▶ _Task directions_:
Only the number is wanted: how many lines below contain "graph"?

Items listed in a dataset
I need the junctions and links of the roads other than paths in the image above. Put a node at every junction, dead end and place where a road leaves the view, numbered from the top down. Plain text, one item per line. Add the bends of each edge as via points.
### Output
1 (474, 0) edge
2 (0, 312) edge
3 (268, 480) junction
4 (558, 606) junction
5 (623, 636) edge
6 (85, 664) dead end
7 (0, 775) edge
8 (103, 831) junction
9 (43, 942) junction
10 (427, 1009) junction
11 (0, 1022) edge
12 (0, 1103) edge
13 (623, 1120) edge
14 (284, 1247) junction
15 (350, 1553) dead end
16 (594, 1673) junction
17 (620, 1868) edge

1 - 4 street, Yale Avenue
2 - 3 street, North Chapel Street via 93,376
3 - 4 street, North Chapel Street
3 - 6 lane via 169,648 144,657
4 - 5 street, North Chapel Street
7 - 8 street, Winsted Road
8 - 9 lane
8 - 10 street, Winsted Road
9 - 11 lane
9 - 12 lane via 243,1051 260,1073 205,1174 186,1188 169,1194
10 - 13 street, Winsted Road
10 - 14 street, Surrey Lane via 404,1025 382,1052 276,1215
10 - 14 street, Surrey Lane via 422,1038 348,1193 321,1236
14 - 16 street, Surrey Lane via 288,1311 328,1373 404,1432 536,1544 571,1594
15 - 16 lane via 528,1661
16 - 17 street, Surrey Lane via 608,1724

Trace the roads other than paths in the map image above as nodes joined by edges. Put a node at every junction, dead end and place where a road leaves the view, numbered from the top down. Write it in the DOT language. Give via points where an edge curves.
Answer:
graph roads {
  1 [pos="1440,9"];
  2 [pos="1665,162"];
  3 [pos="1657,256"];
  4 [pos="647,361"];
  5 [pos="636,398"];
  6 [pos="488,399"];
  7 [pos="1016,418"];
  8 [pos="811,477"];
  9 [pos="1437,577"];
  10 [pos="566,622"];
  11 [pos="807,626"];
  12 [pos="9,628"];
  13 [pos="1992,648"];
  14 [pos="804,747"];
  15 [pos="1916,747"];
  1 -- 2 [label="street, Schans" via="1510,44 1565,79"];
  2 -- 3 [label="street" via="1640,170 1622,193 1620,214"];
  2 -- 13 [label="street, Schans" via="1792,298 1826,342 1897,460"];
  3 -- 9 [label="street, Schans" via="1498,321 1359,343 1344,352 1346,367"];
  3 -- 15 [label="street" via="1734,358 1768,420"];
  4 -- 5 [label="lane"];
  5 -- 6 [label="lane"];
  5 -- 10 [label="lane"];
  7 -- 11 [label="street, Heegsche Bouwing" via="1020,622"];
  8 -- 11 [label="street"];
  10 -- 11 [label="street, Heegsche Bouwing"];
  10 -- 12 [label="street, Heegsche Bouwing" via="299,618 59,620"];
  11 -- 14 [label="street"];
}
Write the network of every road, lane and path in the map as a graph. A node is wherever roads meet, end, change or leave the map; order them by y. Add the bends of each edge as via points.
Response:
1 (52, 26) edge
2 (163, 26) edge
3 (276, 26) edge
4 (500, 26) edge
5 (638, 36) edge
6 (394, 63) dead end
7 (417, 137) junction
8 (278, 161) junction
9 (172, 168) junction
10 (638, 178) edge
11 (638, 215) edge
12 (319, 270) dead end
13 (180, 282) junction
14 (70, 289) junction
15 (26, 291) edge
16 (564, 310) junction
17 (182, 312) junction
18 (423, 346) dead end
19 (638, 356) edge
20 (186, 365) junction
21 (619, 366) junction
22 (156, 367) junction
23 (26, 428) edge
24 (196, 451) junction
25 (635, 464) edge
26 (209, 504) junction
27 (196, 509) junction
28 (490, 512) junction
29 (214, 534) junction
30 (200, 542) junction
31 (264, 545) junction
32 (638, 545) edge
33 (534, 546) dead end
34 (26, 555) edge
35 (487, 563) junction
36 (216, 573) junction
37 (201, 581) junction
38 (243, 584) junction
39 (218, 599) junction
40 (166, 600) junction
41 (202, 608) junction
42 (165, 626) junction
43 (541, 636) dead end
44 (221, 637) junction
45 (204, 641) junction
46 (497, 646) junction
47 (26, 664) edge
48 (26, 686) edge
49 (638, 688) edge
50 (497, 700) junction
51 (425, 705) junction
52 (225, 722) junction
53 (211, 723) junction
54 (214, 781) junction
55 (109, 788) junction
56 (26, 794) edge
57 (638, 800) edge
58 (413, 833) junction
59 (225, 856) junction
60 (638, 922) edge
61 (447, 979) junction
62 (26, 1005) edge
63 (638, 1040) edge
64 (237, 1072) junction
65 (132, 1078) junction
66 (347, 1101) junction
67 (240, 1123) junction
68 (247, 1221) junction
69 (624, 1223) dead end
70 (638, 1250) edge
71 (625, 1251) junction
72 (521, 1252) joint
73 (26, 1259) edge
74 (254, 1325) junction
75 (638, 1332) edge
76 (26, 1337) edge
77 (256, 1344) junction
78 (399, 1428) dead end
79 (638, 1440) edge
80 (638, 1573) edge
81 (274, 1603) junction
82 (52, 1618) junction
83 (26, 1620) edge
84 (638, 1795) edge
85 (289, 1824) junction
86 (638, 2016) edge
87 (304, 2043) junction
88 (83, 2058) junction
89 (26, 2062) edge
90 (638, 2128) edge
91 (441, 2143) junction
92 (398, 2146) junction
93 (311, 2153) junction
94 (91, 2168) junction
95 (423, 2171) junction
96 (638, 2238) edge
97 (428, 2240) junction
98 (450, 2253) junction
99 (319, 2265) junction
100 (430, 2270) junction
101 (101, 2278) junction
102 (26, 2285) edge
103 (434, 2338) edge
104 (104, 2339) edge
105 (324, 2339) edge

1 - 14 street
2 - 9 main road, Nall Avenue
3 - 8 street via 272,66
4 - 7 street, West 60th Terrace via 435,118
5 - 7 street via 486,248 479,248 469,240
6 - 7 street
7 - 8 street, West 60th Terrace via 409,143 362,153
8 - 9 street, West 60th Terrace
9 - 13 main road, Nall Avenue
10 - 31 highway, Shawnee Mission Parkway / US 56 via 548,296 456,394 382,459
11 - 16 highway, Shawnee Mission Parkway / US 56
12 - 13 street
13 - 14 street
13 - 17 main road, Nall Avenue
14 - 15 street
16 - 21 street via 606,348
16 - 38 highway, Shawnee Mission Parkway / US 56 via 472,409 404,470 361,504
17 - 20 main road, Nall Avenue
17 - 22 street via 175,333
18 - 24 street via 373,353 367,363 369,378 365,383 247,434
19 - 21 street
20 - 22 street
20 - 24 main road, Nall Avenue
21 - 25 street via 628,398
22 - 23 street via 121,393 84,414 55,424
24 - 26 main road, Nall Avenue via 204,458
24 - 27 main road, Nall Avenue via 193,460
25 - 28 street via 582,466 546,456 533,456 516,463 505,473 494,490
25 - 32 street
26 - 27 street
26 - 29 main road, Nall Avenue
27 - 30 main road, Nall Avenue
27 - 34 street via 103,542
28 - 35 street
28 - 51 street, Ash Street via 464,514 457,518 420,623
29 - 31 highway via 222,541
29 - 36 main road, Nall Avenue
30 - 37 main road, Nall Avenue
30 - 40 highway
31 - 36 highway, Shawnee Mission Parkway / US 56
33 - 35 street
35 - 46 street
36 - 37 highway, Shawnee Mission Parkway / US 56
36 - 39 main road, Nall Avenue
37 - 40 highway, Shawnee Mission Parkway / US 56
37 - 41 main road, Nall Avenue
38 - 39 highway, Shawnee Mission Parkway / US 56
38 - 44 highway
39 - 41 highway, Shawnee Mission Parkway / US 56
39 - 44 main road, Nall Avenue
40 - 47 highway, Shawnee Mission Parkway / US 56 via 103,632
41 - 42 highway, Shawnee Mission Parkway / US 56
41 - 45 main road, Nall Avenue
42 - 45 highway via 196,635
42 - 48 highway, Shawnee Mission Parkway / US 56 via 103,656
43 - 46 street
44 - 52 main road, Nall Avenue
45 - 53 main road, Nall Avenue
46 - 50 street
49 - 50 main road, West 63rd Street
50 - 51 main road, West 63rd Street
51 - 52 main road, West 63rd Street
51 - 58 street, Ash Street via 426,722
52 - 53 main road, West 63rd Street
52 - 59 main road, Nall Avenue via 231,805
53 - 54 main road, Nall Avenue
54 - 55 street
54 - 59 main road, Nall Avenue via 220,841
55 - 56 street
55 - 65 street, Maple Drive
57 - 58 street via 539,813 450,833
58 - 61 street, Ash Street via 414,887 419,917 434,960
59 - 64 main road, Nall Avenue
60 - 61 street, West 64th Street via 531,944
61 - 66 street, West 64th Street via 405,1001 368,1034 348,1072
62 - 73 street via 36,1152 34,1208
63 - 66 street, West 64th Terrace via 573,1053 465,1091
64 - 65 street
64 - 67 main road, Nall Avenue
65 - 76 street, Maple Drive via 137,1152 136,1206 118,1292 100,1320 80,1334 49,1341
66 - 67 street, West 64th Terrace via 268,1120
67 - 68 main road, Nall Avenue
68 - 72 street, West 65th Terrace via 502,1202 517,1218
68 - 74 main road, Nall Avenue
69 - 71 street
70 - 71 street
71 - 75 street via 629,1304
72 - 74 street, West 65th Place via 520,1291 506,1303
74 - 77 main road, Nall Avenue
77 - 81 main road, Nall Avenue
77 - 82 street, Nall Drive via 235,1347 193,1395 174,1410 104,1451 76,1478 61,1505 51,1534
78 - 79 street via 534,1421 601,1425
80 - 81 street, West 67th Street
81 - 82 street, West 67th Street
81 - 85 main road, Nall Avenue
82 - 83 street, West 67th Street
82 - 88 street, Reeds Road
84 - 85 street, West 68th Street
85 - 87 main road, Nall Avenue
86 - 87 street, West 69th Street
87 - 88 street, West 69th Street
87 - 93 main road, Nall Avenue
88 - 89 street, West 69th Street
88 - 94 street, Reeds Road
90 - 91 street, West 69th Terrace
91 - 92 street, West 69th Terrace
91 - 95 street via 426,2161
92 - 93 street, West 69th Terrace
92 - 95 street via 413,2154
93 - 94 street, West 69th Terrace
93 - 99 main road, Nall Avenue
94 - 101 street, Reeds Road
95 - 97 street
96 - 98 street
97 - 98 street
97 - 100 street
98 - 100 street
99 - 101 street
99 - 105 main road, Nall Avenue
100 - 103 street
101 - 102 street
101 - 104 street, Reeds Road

▶ _Exercise answer_:
2